Because of the precision necessary, NASA has been planning this mission for a long time. According to Peake’s blog, “to undertake an EVA (Extravehicular Activity) actually takes several years of training. We have spent many hours working in our spacesuits, ‘floating’ in the largest swimming pool on Earth with a Space Station mockup.”
Peake and Kopra also practiced their tasks with a virtual reality simulator. More recently, the two read and reviewed their nearly forty page long mission timeline. It was imperative that they complete their missions correctly and within the time constraints. If either man forgets to clip in to the Space Station as they move about, they could float away into the vacuum of space.
The two astronauts will depend on each other during the six and a half hour space walk. As Peake said in his blog post on Thursday, “Tim and I will constantly be checking each other and relying on each other for assistance if something should go wrong.”

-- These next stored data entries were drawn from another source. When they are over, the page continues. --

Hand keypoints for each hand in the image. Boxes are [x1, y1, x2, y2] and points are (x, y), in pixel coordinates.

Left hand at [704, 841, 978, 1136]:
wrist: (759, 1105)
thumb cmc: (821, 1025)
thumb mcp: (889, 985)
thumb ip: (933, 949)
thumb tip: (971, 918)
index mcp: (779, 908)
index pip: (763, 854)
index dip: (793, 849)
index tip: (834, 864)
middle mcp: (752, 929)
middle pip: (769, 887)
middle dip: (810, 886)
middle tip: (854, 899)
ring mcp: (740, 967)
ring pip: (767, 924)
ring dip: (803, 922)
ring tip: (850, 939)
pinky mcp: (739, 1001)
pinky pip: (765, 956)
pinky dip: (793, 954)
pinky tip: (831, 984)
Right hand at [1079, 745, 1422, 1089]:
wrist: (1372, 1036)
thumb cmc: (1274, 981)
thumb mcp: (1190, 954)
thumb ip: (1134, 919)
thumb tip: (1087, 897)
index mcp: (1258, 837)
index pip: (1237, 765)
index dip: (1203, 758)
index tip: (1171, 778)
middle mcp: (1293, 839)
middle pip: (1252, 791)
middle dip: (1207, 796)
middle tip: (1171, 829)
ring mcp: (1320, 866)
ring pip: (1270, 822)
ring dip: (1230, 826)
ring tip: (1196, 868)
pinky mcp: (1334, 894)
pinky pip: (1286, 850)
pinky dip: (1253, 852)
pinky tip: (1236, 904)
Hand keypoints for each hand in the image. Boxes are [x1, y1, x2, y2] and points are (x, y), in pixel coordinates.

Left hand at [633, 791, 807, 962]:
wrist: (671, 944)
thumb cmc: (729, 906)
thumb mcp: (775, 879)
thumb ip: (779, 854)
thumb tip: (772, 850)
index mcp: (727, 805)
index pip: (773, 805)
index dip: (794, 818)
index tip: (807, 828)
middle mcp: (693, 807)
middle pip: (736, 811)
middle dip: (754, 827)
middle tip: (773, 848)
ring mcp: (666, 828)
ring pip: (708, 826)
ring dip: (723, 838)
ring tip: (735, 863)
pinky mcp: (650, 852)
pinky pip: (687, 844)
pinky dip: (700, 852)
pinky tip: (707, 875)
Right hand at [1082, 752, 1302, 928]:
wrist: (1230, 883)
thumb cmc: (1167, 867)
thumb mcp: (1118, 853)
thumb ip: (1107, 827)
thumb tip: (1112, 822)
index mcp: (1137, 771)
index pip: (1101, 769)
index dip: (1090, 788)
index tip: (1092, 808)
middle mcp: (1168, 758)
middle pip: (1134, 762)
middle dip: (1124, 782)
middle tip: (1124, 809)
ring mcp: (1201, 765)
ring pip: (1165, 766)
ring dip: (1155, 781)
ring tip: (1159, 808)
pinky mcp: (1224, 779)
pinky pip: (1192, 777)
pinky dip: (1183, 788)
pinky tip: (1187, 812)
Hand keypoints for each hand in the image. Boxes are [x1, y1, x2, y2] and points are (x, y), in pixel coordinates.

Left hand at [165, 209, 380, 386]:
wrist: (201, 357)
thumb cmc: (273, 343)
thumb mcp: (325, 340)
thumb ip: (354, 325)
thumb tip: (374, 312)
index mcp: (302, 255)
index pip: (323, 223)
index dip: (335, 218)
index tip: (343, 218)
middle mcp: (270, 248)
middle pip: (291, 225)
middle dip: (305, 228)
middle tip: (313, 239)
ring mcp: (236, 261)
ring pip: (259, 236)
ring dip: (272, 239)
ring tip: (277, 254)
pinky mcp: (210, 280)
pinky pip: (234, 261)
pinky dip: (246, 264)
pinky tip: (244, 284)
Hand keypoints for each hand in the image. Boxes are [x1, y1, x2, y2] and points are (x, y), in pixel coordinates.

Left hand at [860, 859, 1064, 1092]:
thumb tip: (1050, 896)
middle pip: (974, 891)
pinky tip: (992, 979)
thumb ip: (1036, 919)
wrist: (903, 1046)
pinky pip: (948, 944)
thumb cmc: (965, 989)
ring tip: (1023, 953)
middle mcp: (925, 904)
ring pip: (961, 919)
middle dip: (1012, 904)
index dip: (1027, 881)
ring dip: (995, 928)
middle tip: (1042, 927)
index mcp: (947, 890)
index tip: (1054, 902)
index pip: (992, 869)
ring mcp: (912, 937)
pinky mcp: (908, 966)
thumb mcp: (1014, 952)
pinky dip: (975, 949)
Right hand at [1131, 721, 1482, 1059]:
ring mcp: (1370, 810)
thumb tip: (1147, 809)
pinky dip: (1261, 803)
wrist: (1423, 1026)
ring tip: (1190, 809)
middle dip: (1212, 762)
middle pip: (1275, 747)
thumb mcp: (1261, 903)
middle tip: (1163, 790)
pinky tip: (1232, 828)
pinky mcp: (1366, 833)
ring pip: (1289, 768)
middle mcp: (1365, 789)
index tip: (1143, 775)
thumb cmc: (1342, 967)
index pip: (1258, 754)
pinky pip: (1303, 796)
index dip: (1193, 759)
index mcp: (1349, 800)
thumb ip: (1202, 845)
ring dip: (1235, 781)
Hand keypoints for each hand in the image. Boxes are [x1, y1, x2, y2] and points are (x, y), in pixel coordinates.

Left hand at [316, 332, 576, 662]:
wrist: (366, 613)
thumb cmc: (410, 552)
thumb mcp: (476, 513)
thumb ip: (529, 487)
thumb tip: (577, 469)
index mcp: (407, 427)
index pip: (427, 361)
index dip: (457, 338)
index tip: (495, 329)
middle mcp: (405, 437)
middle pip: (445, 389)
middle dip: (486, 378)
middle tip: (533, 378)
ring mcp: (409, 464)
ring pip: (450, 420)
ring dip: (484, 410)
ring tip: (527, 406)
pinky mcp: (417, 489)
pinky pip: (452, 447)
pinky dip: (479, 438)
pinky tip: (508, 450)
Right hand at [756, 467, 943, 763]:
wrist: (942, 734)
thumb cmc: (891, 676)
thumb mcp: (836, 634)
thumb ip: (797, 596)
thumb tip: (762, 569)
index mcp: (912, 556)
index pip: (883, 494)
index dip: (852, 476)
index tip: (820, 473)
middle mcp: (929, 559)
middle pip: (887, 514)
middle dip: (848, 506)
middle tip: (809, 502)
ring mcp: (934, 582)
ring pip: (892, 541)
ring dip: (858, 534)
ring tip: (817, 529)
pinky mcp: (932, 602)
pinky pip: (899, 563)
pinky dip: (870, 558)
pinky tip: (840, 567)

The spacewalkers can also count on support from back on Earth. US astronaut Reid Wiseman completed two spacewalks himself, including one very similar mission to replace a Sequential Shut Unit and will guide the astronauts as part of the ground operations team.
This mission is especially exciting for England, because no other British astronaut has ever been in space. A chemist named Helen Sharman visited the Russian space station Mir as part of a contest in 1991, but she was not trained as an astronaut. There have been other astronauts with dual citizenship, but all have worn the American flag on their spacesuits. Peake is the first to float in space bearing Britain's Union Jack.
As Peake left the space station, station commander Scott Kelly said, "Hey Tim, it's really cool seeing that Union Jack go outside. It's explored all over the world. Now it's explored space."
Peake responded, "It's great to be wearing it, a huge privilege, a proud moment."
This report contains material from the Associated Press.